В Петербурге в декабре 1896 года на репетиции «Чайки» Чехова сопровождал Потапенко – он не пришел лишь на премьеру, не желая, вероятно, столкнуться там с Ликой. А к обеду и ужину в эти полторы недели, прожитые в суворинском доме, Чехов спускался обычно каждый день на первый этаж, где царила хозяйка дома – Анна Ивановна, мачеха несчастного Володи. Она, как и ее муж, была одной из первых читательниц пьесы, напоминавшей ей трагические события в жизни семьи, происшедшие десять лет назад. Чехов говорил, что собирается посвятить ей «Чайку», но впоследствии нашел это неловким.

Можно представить, с каким сложным чувством смотрели супруги Суворины в этот вечер 17 октября на сцену, сидя в одной ложе с Чеховым и оставшись досматривать спектакль после его ухода.

Газеты с рецензиями появлялись обычно наутро, критики писали их ночью, прямо в номер. На этот раз, не дожидаясь спектакля, Суворин приготовил очередные, вполне лестные для автора театральные заметки для своей газеты «Новое время». В них говорилось о полном успехе «Чайки» на Александринской сцене.

Провал пьесы был ошеломляющим ударом не только для Чехова, но и для Суворина.
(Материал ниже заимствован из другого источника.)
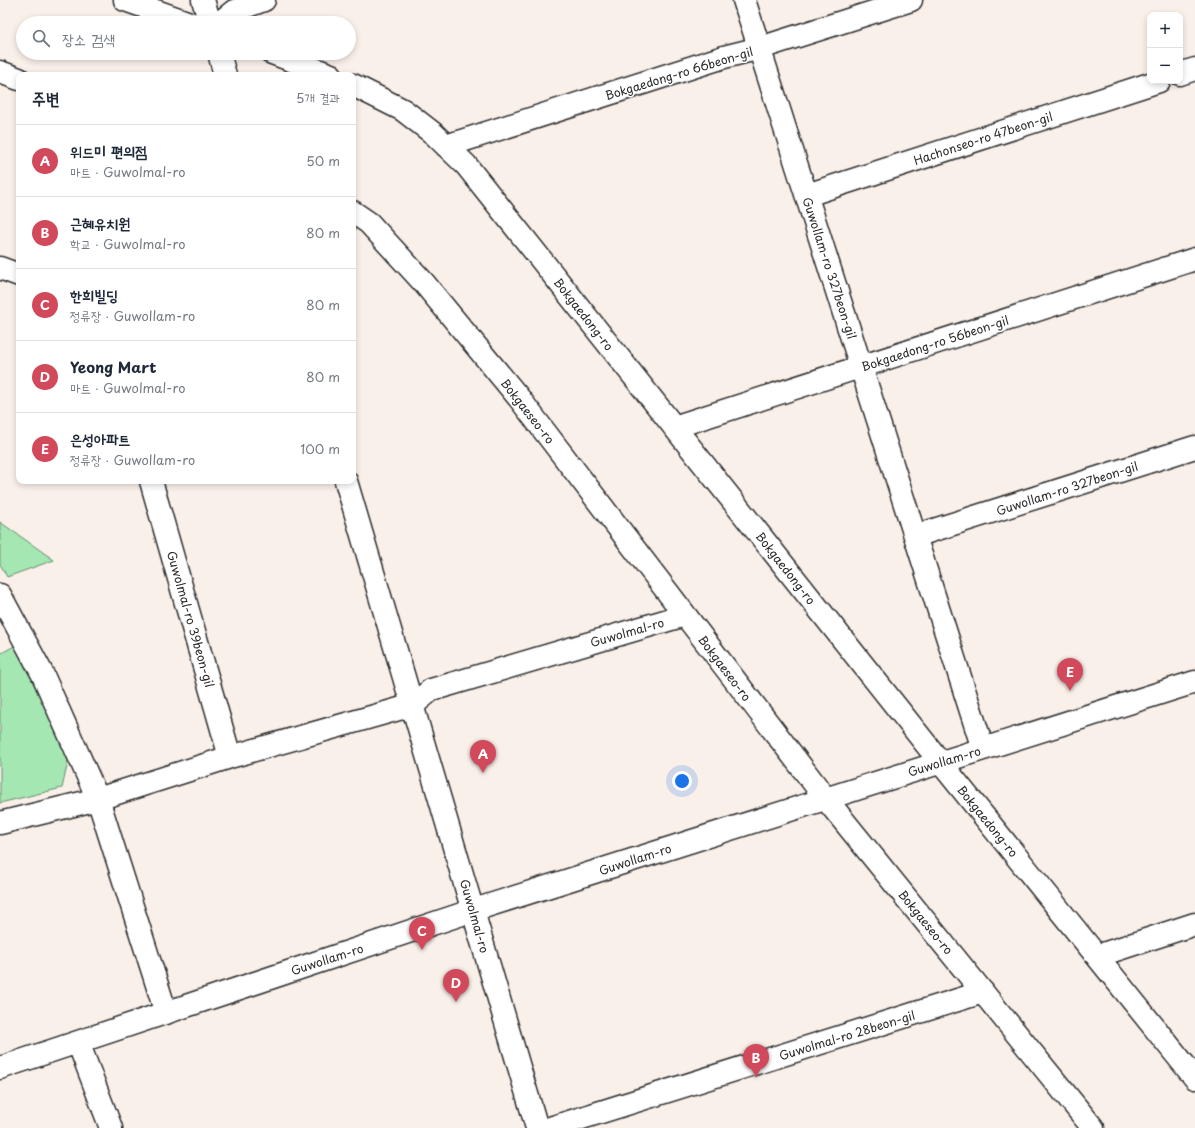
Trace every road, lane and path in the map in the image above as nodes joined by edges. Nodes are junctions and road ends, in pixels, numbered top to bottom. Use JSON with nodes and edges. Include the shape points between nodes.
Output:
{"nodes":[{"id":1,"x":125,"y":0,"type":"edge"},
{"id":2,"x":203,"y":0,"type":"edge"},
{"id":3,"x":264,"y":0,"type":"edge"},
{"id":4,"x":744,"y":0,"type":"edge"},
{"id":5,"x":911,"y":0,"type":"edge"},
{"id":6,"x":170,"y":16,"type":"edge"},
{"id":7,"x":208,"y":16,"type":"edge"},
{"id":8,"x":228,"y":16,"type":"edge"},
{"id":9,"x":760,"y":48,"type":"junction"},
{"id":10,"x":221,"y":60,"type":"edge"},
{"id":11,"x":291,"y":60,"type":"edge"},
{"id":12,"x":1195,"y":69,"type":"edge"},
{"id":13,"x":0,"y":72,"type":"edge"},
{"id":14,"x":224,"y":72,"type":"edge"},
{"id":15,"x":323,"y":72,"type":"edge"},
{"id":16,"x":1183,"y":73,"type":"edge"},
{"id":17,"x":16,"y":78,"type":"edge"},
{"id":18,"x":1150,"y":84,"type":"edge"},
{"id":19,"x":356,"y":86,"type":"edge"},
{"id":20,"x":446,"y":146,"type":"junction"},
{"id":21,"x":807,"y":195,"type":"junction"},
{"id":22,"x":356,"y":214,"type":"edge"},
{"id":23,"x":1195,"y":259,"type":"edge"},
{"id":24,"x":0,"y":268,"type":"edge"},
{"id":25,"x":16,"y":274,"type":"edge"},
{"id":26,"x":861,"y":367,"type":"junction"},
{"id":27,"x":674,"y":427,"type":"junction"},
{"id":28,"x":1195,"y":447,"type":"edge"},
{"id":29,"x":152,"y":484,"type":"edge"},
{"id":30,"x":347,"y":484,"type":"edge"},
{"id":31,"x":915,"y":536,"type":"junction"},
{"id":32,"x":0,"y":595,"type":"edge"},
{"id":33,"x":685,"y":615,"type":"junction"},
{"id":34,"x":1195,"y":682,"type":"edge"},
{"id":35,"x":413,"y":705,"type":"junction"},
{"id":36,"x":983,"y":749,"type":"junction"},
{"id":37,"x":230,"y":757,"type":"junction"},
{"id":38,"x":941,"y":762,"type":"junction"},
{"id":39,"x":98,"y":799,"type":"junction"},
{"id":40,"x":826,"y":799,"type":"junction"},
{"id":41,"x":0,"y":824,"type":"edge"},
{"id":42,"x":474,"y":910,"type":"junction"},
{"id":43,"x":1195,"y":924,"type":"edge"},
{"id":44,"x":1097,"y":956,"type":"junction"},
{"id":45,"x":983,"y":992,"type":"junction"},
{"id":46,"x":166,"y":1012,"type":"junction"},
{"id":47,"x":78,"y":1042,"type":"junction"},
{"id":48,"x":0,"y":1068,"type":"edge"},
{"id":49,"x":1195,"y":1078,"type":"edge"},
{"id":50,"x":111,"y":1128,"type":"edge"},
{"id":51,"x":537,"y":1128,"type":"edge"},
{"id":52,"x":550,"y":1128,"type":"edge"},
{"id":53,"x":1093,"y":1128,"type":"edge"}],
"edges":[{"from":1,"to":6,"type":"street"},
{"from":2,"to":7,"type":"street"},
{"from":3,"to":8,"type":"street","via":[[234,11]]},
{"from":4,"to":9,"type":"street","name":"Guwollam-ro 327beon-gil"},
{"from":5,"to":9,"type":"street","name":"Bokgaedong-ro 66beon-gil"},
{"from":9,"to":20,"type":"street","name":"Bokgaedong-ro 66beon-gil","via":[[724,57]]},
{"from":9,"to":21,"type":"street","name":"Guwollam-ro 327beon-gil"},
{"from":10,"to":14,"type":"street"},
{"from":11,"to":15,"type":"street"},
{"from":12,"to":16,"type":"street"},
{"from":13,"to":17,"type":"street"},
{"from":18,"to":21,"type":"street","name":"Hachonseo-ro 47beon-gil"},
{"from":19,"to":20,"type":"street","name":"Bokgaedong-ro","via":[[403,110]]},
{"from":20,"to":27,"type":"street","name":"Bokgaedong-ro","via":[[466,165]]},
{"from":21,"to":26,"type":"street","name":"Guwollam-ro 327beon-gil"},
{"from":22,"to":33,"type":"street","name":"Bokgaeseo-ro","via":[[369,223],[424,283],[519,398]]},
{"from":23,"to":26,"type":"street","name":"Bokgaedong-ro 56beon-gil"},
{"from":24,"to":25,"type":"street"},
{"from":26,"to":27,"type":"street","name":"Bokgaedong-ro 56beon-gil"},
{"from":26,"to":31,"type":"street","name":"Guwollam-ro 327beon-gil"},
{"from":27,"to":38,"type":"street","name":"Bokgaedong-ro"},
{"from":28,"to":31,"type":"street","name":"Guwollam-ro 327beon-gil"},
{"from":29,"to":37,"type":"street","name":"Guwolmal-ro 39beon-gil"},
{"from":30,"to":35,"type":"street","name":"Guwolmal-ro"},
{"from":31,"to":36,"type":"street","name":"Guwollam-ro 327beon-gil"},
{"from":32,"to":39,"type":"street","via":[[42,673]]},
{"from":33,"to":35,"type":"street","name":"Guwolmal-ro","via":[[431,690]]},
{"from":33,"to":40,"type":"street","name":"Bokgaeseo-ro"},
{"from":34,"to":36,"type":"street","name":"Guwollam-ro"},
{"from":35,"to":37,"type":"street"},
{"from":35,"to":42,"type":"street","name":"Guwolmal-ro"},
{"from":36,"to":38,"type":"street","name":"Guwollam-ro"},
{"from":37,"to":39,"type":"street"},
{"from":38,"to":40,"type":"street","name":"Guwollam-ro"},
{"from":38,"to":44,"type":"street","name":"Bokgaedong-ro"},
{"from":39,"to":41,"type":"street"},
{"from":39,"to":46,"type":"street"},
{"from":40,"to":42,"type":"street","name":"Guwollam-ro"},
{"from":40,"to":45,"type":"street","name":"Bokgaeseo-ro"},
{"from":42,"to":46,"type":"street","name":"Guwollam-ro"},
{"from":42,"to":51,"type":"street","name":"Guwolmal-ro"},
{"from":43,"to":44,"type":"street"},
{"from":44,"to":49,"type":"street","name":"Bokgaedong-ro"},
{"from":45,"to":52,"type":"street","name":"Guwolmal-ro 28beon-gil"},
{"from":45,"to":53,"type":"street","name":"Bokgaeseo-ro"},
{"from":46,"to":47,"type":"street","name":"Guwollam-ro"},
{"from":47,"to":48,"type":"street","name":"Guwollam-ro"},
{"from":47,"to":50,"type":"street"}]}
Но он был прежде всего профессионал, газетчик, привыкший выходить из любых положений и даже славившийся своей изворотливостью. Вернувшись домой после спектакля, дождавшись возвращения Чехова и убедившись, что он не склонен обсуждать случившееся, Суворин прошел в кабинет и спешно бросился переписывать набранную для утреннего выпуска газеты статью о бенефисе Левкеевой. Отметив неуспех «Чайки», Суворин утверждал, что пьеса Чехова «по литературным достоинствам гораздо выше множества пьес, имевших успех»[100].

Уже на рассвете, прежде чем лечь спать, Суворин раскрыл тетрадку дневника и оставил в ней запись, которую мы теперь впервые читаем: «Велел набрать заметку о полном успехе пьесы, пришлось все переделать. Теперь без нескольких минут пять. Я писал о пьесе, желая сказать о ней все то хорошее, что я думал о ней, когда читал. Она близка мне по личным несчастиям. Личность Треплева, молодого литератора, напоминает собою покойного Володю. Я и слушал ее с тяжелым чувством…»

Чехов уезжал из Петербурга в растерянном, подавленном состоянии духа. Обычно аккуратный и собранный, он даже забыл в вагоне поезда вещи, что было совсем непохоже на него. Пришлось телеграфировать кондуктору, чтобы забытый багаж переслали в Лопасню. Рядом с оскорбленным чувством авторского достоинства Чехов увозил с собою еще и огорчение от того, что все это произошло в присутствии Сувориных, для которых «Чайка» была не просто «литературой».